Effective fraud control programs combine predictive modeling and other detection analytics with clinical review of associated claims and medical records. This helps spot suspicious medical claims and rule out false positives. When this is done prepayment, health plans and other payers can more efficiently prevent and control healthcare fraud. Pay and chase is avoided. Once the payer is provided with suspicious analytic and clinical information, the next step is to more closely examine associated medical records.
There are many red flags for fraud and abuse in medical records. The seven examples noted below provide a high level overview of this complex arena.
1. Provider notes are exactly the same for multiple patients. Medical visits vary by human nature. A patient visit with a provider will typically not be the same as the next patient seen. When a provider supplies the exact same documentation for many patients, this is a red flag.
2. Medical charting is materially changed after the date of treatment. Sometimes providers learn of a legal challenge to a patient care encounter such as fraud or potential malpractice case and they get nervous. There is a temptation to go in and make changes to provide more detail or enhance the records to favor the provider's perspective.

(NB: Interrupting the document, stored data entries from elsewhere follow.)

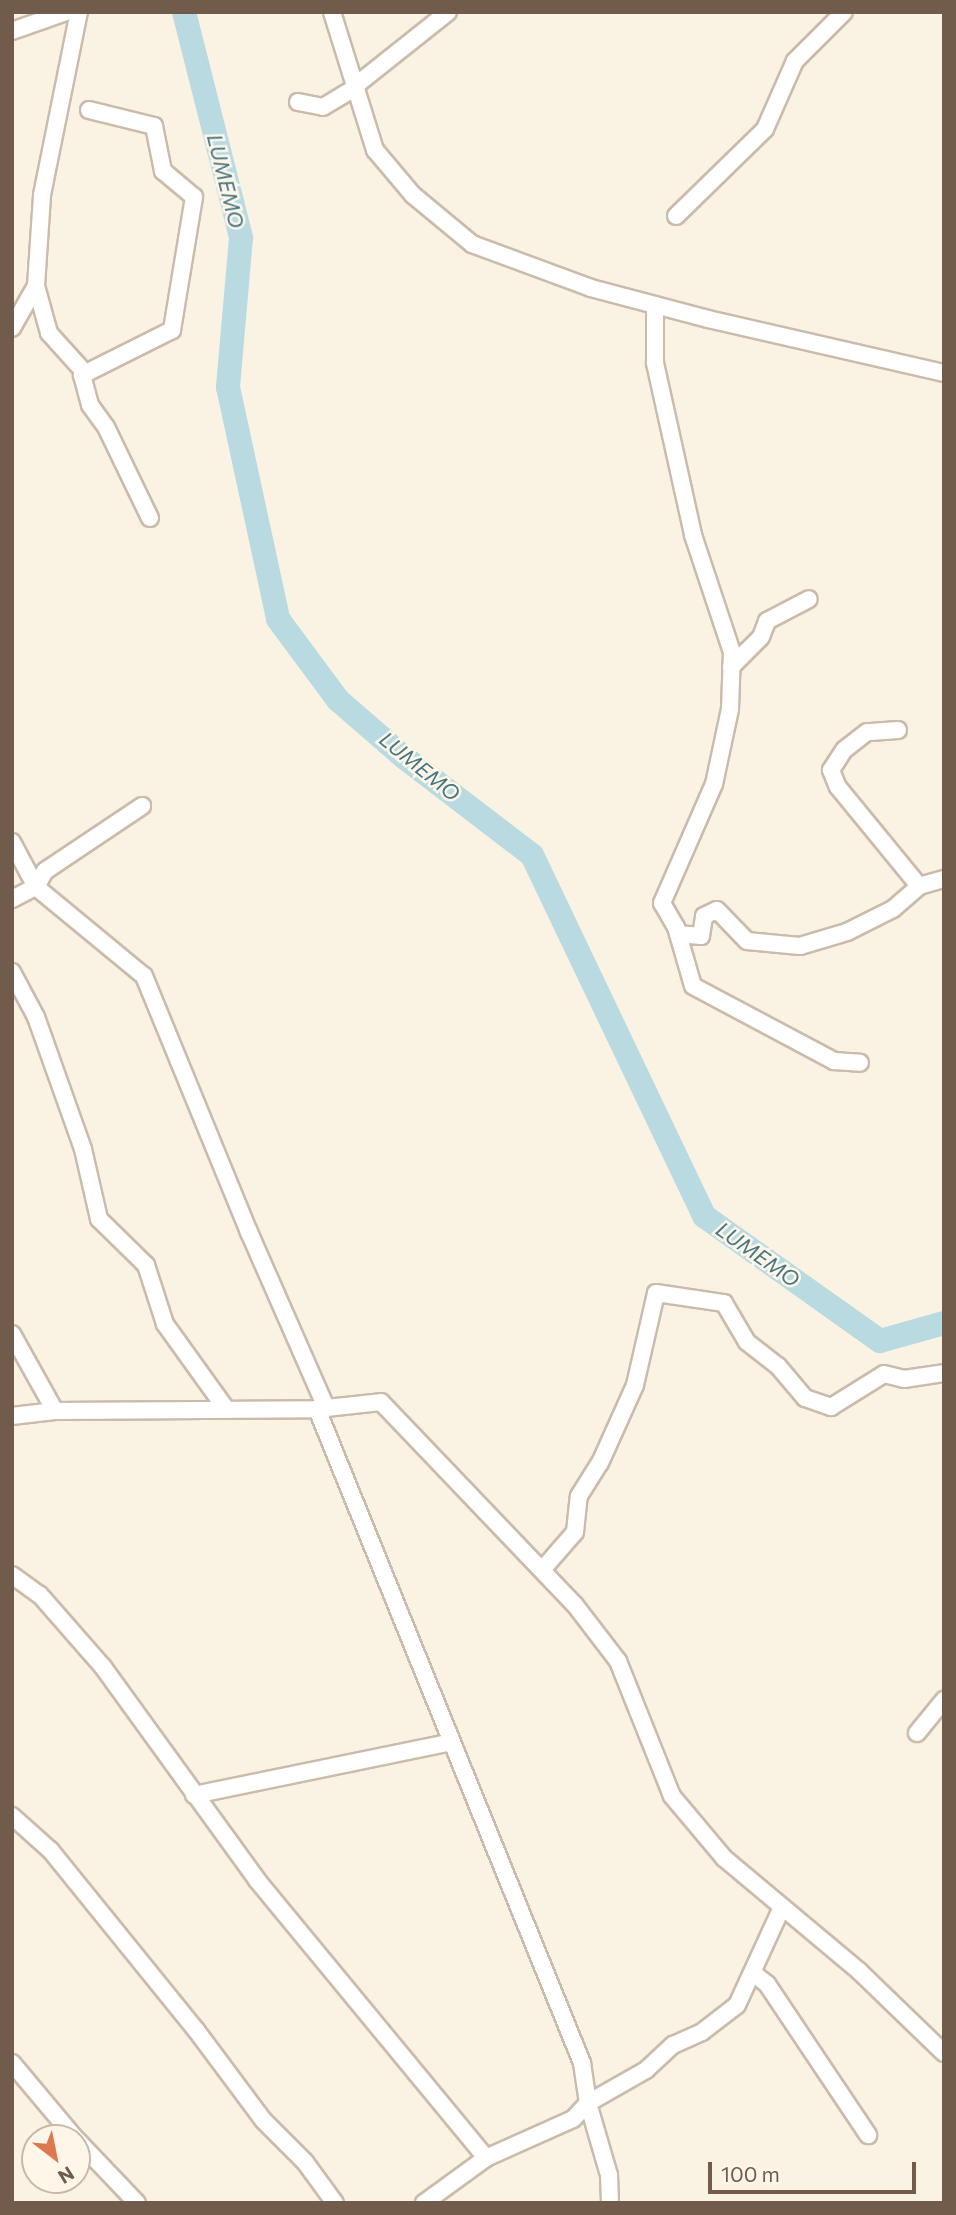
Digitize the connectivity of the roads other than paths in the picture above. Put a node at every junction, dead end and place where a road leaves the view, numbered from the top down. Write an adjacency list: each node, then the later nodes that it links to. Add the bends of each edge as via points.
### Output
1 (66, 12): 6 (street)
2 (79, 12): 11 (street, via 42,195)
3 (332, 12): 7 (street)
4 (448, 12): 7 (street)
5 (844, 12): 10 (street, via 795,61 765,129)
6 (12, 31)
7 (355, 86): 8 (street, via 323,107); 12 (street, via 375,150 413,195 472,244)
8 (298, 102)
9 (89, 110): 15 (street, via 154,125 163,171 194,197 172,330)
10 (676, 216)
11 (36, 286): 13 (street); 15 (street, via 49,333)
12 (655, 306): 14 (street); 18 (street, via 655,363 693,535 732,652)
13 (12, 327)
14 (944, 373)
15 (86, 374): 16 (street, via 82,375 90,405 106,427)
16 (150, 518)
17 (808, 599): 18 (street, via 767,621 761,637)
18 (731, 667): 26 (street, via 730,709 714,785 662,903)
19 (898, 730): 23 (street, via 867,732 844,750 831,770 838,787)
20 (142, 806): 24 (street, via 45,871)
21 (12, 842): 24 (street)
22 (944, 879): 23 (street)
23 (919, 886): 26 (street, via 893,909 847,932 800,946 747,941 717,910 704,916 701,936)
24 (36, 887): 25 (street); 31 (street, via 145,976)
25 (12, 900)
26 (678, 934): 28 (street, via 693,986 834,1061)
27 (12, 972): 32 (street, via 36,1017 83,1149 99,1219 146,1265 165,1324)
28 (860, 1063)
29 (12, 1334): 33 (street)
30 (944, 1373): 35 (street, via 904,1379 884,1374 831,1406 804,1398 778,1366 747,1342 724,1303 656,1293 635,1385 600,1463 579,1496 575,1532)
31 (321, 1408): 32 (street); 35 (street, via 381,1402); 39 (street)
32 (226, 1409): 33 (street)
33 (55, 1411): 34 (street)
34 (12, 1416)
35 (542, 1570): 42 (street, via 618,1661 672,1796 724,1858)
36 (12, 1576): 40 (street, via 40,1595 103,1667)
37 (944, 1700): 38 (street)
38 (917, 1733)
39 (452, 1742): 40 (street); 47 (street, via 582,2063)
40 (194, 1795): 51 (street, via 257,1880)
41 (12, 1816): 53 (street, via 51,1851 263,2120 305,2162)
42 (782, 1907): 43 (street); 44 (street)
43 (753, 1973): 47 (street, via 737,2005 702,2032 673,2045 646,2070); 49 (street, via 767,1983)
44 (944, 2053)
45 (12, 2063): 46 (street)
46 (18, 2080): 48 (street)
47 (588, 2103): 51 (street, via 573,2119); 55 (street, via 609,2175)
48 (61, 2124)
49 (868, 2135)
50 (91, 2155): 52 (street)
51 (486, 2158): 54 (street)
52 (137, 2203)
53 (335, 2203)
54 (424, 2203)
55 (610, 2203)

The catch here is that malpractice attorneys often obtain copies of the medical records before they place anyone on notice of the claims. Thus they have the original records. Once the originals are presented and compared to the "enhanced" records, the attorneys often use this against the providers. This can be falsification of medical records for which many providers have lost their license.

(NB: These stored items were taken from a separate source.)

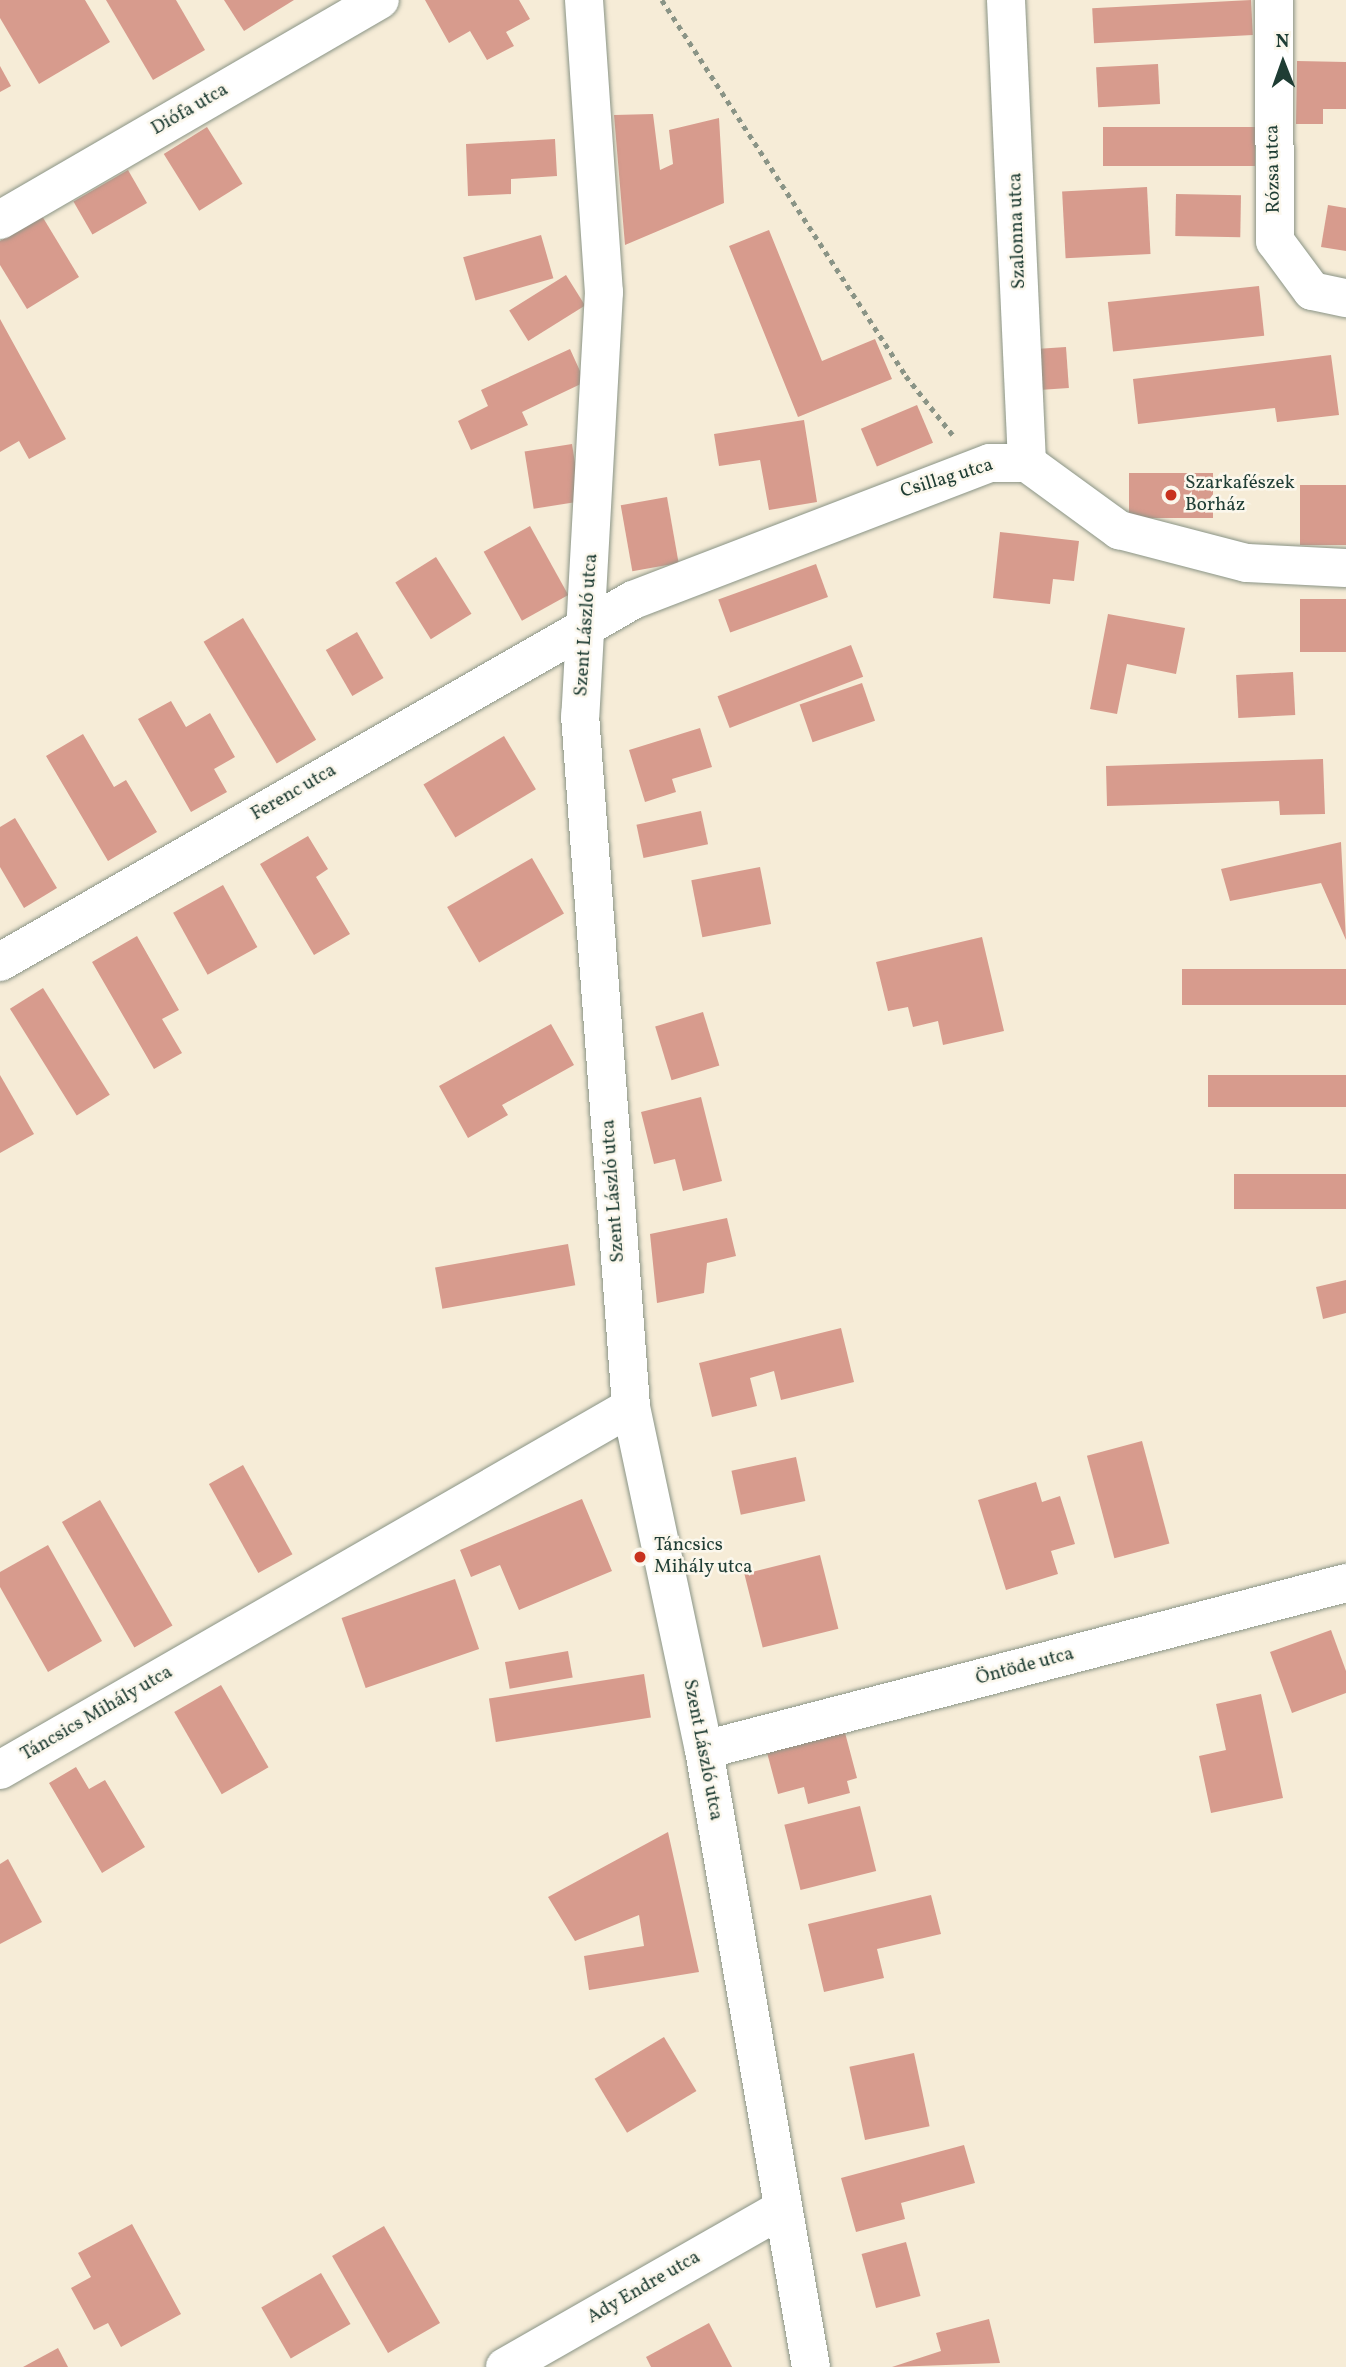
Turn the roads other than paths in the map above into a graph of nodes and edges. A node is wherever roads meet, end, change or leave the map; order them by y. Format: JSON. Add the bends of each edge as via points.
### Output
{"nodes":[{"id":1,"x":380,"y":0,"type":"edge"},
{"id":2,"x":584,"y":0,"type":"edge"},
{"id":3,"x":1006,"y":0,"type":"edge"},
{"id":4,"x":1274,"y":0,"type":"edge"},
{"id":5,"x":0,"y":220,"type":"edge"},
{"id":6,"x":1346,"y":298,"type":"edge"},
{"id":7,"x":1009,"y":463,"type":"junction"},
{"id":8,"x":1346,"y":568,"type":"edge"},
{"id":9,"x":589,"y":624,"type":"junction"},
{"id":10,"x":0,"y":962,"type":"edge"},
{"id":11,"x":631,"y":1407,"type":"junction"},
{"id":12,"x":1346,"y":1583,"type":"edge"},
{"id":13,"x":704,"y":1750,"type":"junction"},
{"id":14,"x":0,"y":1770,"type":"edge"},
{"id":15,"x":782,"y":2209,"type":"junction"},
{"id":16,"x":505,"y":2367,"type":"edge"},
{"id":17,"x":811,"y":2367,"type":"edge"}],
"edges":[{"from":1,"to":5,"type":"street","name":"Diófa utca"},
{"from":2,"to":9,"type":"street","name":"Szent László utca","via":[[604,292]]},
{"from":3,"to":7,"type":"street","name":"Szalonna utca"},
{"from":4,"to":6,"type":"street","name":"Rózsa utca","via":[[1275,241],[1312,291]]},
{"from":7,"to":8,"type":"street","via":[[1119,530],[1247,563]]},
{"from":7,"to":9,"type":"street","name":"Csillag utca","via":[[632,600]]},
{"from":9,"to":10,"type":"street","name":"Ferenc utca"},
{"from":9,"to":11,"type":"street","name":"Szent László utca","via":[[580,715]]},
{"from":11,"to":13,"type":"street","name":"Szent László utca"},
{"from":11,"to":14,"type":"street","name":"Táncsics Mihály utca"},
{"from":12,"to":13,"type":"street","name":"Öntöde utca"},
{"from":13,"to":15,"type":"street","name":"Szent László utca"},
{"from":15,"to":16,"type":"street","name":"Ady Endre utca"},
{"from":15,"to":17,"type":"street","name":"Szent László utca"}]}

3. Charting alleges treatment on an unlikely day. Absent an emergency, it is unlikely that routine medical care is given on Sundays, holidays, or around a catastrophic weather event such as Hurricane Katrina. For example, on June 2, 2010, a New Orleans physician, age 78, was sentenced to 12 months of electronic confinement and fines more than $755,000. His crimes included billing the government for care allegedly performed after Hurricane Katrina, when his office was closed.
4. Charting notes are inconsistent with x-ray, lab or pharmacy data.
On July 30, 2010, operators of a Miami clinic pleaded guilty to defrauding Medicare in the amount of $13.7 million by submitting false claims for HIV infusion treatments that patients either did not need or did not actually receive. This is a good example of a situation where there was insufficient medical records evidence to corroborate the alleged care provided.
5. Medical records allege the same patient was in two places at the same time. For example, if records reflect that the same patient had care at the same date and time, such as chiropractic care in Tacoma, WA, at the same time there is alleged treatment at an ER in Seattle, WA, this cannot really be the case. This is a red flag for fraud and for medical identity theft.
6. Patient recollection of care is inconsistent with medical records. Often the first step in an SIU investigation is to contact the patient to confirm the nature and extent of care provided. The patient's recollection is then compared to the medical records. If the patient had no such care or different care this is a red flag for fraud.
7. Medical records may reveal treatment protocols that do not comport with best practices or prevailing standards of care, or exhibit non-FDA approved treatment.
On June 5, 2009, a federal complaint was filed in the U.S. District Court of New Mexico against an operator of a Las Cruces clinic for conspiring to defraud patients by falsely diagnosing and "treating" for Lyme disease utilizing a medical device, and an intravenous cocktail, both of which were non-FDA-approved. Additionally, these methods are not recognized as legitimate diagnostic or treatment protocols for Lyme disease.
An integrated approach to fraud control that includes these and other red flags for fraud in medical records is beneficial to an effective fraud control program. Industry experts agree that measures for early prevention and detection of health care fraud save health plan dollars that could otherwise be spent caring for legitimate patients. An effective fraud control program is an important tool for catching these red flags and fighting medical fraud. The ever-evolving "creativity" of those engaging in medical fraud and abuse is often reflected in medical records. Identification of red flags in the context of a medical fraud investigation helps detect medical fraud with solid evidence. This helps direct scarce medical resources toward patient care and away from the fraudsters.
Christie Moon is the chief compliance officer for HealthCare Insight (www.hcinsight.com). Christina Matsiga is a clinical investigator at the company.